(RECORDS FOR PROCESSING Opens)
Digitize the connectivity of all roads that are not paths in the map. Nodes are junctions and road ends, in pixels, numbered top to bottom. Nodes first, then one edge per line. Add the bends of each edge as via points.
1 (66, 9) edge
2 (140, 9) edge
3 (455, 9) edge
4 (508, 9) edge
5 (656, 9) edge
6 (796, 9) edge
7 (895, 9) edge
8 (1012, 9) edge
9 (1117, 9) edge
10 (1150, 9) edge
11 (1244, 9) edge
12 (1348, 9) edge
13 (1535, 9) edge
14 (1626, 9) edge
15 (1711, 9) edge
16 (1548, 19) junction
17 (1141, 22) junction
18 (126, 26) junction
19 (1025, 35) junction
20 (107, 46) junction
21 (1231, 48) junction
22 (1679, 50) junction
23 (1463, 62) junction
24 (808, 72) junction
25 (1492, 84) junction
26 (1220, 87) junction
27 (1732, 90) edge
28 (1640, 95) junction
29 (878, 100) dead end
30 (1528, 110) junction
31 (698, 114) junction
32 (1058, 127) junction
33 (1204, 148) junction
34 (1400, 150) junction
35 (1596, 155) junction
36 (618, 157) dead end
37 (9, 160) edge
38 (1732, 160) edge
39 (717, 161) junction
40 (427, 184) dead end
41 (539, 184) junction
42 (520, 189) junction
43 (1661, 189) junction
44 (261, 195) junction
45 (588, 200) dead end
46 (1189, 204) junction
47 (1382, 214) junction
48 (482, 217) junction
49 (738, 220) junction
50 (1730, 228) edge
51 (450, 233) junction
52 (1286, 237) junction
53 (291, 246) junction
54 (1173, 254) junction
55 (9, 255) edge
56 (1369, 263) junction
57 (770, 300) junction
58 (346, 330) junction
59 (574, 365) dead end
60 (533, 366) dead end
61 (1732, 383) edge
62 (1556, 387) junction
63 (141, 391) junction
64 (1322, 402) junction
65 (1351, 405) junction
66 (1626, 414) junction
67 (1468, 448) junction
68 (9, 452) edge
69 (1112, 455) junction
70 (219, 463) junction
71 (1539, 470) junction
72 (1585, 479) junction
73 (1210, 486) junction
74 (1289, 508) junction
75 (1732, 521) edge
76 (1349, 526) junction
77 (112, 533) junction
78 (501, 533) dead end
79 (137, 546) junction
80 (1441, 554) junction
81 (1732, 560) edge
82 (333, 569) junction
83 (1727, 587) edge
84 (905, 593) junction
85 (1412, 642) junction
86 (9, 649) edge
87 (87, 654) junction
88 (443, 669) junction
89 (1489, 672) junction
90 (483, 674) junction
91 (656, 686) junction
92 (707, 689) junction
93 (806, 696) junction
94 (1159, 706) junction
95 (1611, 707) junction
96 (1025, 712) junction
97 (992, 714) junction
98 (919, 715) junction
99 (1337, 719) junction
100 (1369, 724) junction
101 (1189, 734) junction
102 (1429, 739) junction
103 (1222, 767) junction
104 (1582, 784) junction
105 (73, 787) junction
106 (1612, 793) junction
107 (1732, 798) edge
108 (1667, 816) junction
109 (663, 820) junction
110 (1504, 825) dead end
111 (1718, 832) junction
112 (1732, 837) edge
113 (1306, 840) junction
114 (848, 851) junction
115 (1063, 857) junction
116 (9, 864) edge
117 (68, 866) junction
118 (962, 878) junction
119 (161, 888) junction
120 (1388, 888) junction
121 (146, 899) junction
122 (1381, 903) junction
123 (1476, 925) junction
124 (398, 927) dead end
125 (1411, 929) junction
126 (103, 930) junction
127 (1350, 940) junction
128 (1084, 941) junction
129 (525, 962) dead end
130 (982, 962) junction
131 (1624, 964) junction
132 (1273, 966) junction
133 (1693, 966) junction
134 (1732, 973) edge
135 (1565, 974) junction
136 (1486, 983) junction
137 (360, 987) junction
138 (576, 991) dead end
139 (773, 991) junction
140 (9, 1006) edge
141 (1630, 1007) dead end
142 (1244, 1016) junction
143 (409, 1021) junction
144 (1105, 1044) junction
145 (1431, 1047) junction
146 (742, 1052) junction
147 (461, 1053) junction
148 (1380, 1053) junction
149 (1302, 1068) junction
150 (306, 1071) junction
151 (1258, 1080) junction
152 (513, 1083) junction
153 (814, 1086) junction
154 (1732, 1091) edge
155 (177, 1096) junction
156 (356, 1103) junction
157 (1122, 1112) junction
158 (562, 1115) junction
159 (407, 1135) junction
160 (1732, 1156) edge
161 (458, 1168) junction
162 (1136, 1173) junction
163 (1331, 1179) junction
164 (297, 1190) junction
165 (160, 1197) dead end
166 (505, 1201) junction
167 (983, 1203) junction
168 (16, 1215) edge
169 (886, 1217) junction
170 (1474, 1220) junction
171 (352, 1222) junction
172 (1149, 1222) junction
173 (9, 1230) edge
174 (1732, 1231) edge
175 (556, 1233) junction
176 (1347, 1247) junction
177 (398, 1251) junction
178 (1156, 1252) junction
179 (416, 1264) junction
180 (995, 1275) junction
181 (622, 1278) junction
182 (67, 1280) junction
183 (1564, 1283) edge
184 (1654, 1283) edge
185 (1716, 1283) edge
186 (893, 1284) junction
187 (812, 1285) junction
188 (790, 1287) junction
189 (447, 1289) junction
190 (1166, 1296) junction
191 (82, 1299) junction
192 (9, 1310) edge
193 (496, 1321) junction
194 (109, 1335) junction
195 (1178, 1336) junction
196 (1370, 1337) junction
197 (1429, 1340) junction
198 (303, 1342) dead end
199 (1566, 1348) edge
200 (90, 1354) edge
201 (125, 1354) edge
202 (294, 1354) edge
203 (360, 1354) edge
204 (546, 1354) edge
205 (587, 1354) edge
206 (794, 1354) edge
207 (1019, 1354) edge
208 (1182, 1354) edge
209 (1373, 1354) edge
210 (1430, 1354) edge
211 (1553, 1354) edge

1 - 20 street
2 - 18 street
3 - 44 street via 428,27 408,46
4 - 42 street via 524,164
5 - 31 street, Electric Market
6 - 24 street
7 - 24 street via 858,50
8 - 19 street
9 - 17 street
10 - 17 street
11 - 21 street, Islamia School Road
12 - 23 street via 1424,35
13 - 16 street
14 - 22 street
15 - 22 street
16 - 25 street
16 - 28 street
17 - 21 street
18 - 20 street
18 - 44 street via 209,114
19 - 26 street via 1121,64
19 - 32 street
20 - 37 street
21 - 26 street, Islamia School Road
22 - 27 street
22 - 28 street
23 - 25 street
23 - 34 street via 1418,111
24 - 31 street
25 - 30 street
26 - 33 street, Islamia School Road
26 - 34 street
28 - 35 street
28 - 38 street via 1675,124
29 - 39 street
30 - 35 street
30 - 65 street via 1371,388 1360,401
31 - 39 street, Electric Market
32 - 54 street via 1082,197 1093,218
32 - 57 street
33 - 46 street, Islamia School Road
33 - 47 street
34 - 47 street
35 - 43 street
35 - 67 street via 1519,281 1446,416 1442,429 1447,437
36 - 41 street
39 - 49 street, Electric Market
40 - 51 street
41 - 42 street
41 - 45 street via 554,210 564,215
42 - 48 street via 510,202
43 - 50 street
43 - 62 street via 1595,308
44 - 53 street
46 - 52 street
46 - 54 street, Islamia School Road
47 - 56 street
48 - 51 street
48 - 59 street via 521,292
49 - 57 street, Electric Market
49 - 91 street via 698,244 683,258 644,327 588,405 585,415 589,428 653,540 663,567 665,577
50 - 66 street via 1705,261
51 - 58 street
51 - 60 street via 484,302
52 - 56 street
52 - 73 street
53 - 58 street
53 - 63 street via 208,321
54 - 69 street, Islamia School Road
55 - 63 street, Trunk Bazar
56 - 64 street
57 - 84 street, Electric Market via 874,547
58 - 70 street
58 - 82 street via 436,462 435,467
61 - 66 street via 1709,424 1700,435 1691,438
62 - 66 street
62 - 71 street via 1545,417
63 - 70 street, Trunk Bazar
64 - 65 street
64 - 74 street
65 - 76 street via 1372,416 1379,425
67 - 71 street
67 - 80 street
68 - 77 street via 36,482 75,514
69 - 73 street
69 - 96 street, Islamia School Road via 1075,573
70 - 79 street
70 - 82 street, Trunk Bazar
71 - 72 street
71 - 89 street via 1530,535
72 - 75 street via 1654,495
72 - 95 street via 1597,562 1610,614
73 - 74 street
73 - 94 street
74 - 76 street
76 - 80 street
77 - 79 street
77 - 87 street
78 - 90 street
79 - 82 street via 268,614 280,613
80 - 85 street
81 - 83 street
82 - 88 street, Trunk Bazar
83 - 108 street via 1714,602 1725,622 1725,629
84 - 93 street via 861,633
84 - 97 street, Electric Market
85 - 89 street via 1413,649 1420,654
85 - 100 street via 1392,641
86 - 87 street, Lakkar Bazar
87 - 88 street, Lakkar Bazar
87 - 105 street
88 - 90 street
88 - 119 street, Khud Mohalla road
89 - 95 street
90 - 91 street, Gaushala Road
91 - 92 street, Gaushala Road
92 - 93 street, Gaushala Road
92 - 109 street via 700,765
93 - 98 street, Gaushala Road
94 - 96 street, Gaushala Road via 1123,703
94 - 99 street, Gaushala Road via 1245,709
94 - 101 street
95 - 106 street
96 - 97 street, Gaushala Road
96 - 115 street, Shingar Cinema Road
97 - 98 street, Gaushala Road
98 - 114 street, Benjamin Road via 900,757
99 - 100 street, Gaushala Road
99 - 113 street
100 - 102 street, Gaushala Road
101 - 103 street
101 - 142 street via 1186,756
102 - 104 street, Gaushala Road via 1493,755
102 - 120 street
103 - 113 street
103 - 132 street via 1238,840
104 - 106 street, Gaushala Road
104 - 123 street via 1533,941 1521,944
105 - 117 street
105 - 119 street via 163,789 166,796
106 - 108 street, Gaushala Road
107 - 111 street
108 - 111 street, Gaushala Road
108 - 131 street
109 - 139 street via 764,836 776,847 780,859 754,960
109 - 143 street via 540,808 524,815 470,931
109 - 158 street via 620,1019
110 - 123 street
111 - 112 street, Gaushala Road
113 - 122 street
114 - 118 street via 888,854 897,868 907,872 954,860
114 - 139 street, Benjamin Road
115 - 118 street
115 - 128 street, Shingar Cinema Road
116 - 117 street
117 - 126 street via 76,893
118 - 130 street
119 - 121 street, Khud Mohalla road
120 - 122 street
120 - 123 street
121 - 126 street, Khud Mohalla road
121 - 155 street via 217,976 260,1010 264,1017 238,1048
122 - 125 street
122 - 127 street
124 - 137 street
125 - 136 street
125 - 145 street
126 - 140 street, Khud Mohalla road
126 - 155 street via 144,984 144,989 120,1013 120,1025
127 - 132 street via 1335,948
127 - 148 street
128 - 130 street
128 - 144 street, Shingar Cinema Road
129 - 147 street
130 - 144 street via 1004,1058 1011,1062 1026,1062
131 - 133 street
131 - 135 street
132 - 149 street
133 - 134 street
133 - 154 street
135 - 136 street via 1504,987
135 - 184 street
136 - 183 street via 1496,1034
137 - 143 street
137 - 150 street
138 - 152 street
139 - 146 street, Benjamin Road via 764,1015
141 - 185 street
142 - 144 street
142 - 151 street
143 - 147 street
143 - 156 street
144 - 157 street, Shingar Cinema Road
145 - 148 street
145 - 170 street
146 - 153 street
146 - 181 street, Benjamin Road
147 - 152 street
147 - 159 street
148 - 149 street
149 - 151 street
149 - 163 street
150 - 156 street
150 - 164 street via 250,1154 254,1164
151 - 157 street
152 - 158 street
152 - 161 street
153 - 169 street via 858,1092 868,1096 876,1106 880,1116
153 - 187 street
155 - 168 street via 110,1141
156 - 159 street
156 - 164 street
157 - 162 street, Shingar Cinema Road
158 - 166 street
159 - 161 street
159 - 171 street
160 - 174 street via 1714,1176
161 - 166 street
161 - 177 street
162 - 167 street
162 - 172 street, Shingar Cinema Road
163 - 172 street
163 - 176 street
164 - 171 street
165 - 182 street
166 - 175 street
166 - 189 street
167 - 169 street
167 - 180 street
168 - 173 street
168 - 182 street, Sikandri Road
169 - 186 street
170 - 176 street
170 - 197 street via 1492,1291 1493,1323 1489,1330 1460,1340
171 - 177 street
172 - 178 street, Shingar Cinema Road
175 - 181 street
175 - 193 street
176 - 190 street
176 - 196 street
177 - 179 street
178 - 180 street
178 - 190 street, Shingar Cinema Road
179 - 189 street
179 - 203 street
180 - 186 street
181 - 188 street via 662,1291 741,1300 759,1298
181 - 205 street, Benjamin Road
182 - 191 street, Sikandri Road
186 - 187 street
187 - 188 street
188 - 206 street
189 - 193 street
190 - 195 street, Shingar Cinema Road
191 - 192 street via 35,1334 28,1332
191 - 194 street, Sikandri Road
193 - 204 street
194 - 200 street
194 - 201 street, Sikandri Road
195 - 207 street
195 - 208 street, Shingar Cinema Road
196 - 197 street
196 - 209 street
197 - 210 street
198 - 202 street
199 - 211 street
(RECORDS FOR PROCESSING Closes)
- [ABOUT THIS TASK]:
Search the listing for the word "Electric" and return each line that holds it.

- [SOLVED PROBLEM]:
5 - 31 street, Electric Market
31 - 39 street, Electric Market
39 - 49 street, Electric Market
49 - 57 street, Electric Market
57 - 84 street, Electric Market via 874,547
84 - 97 street, Electric Market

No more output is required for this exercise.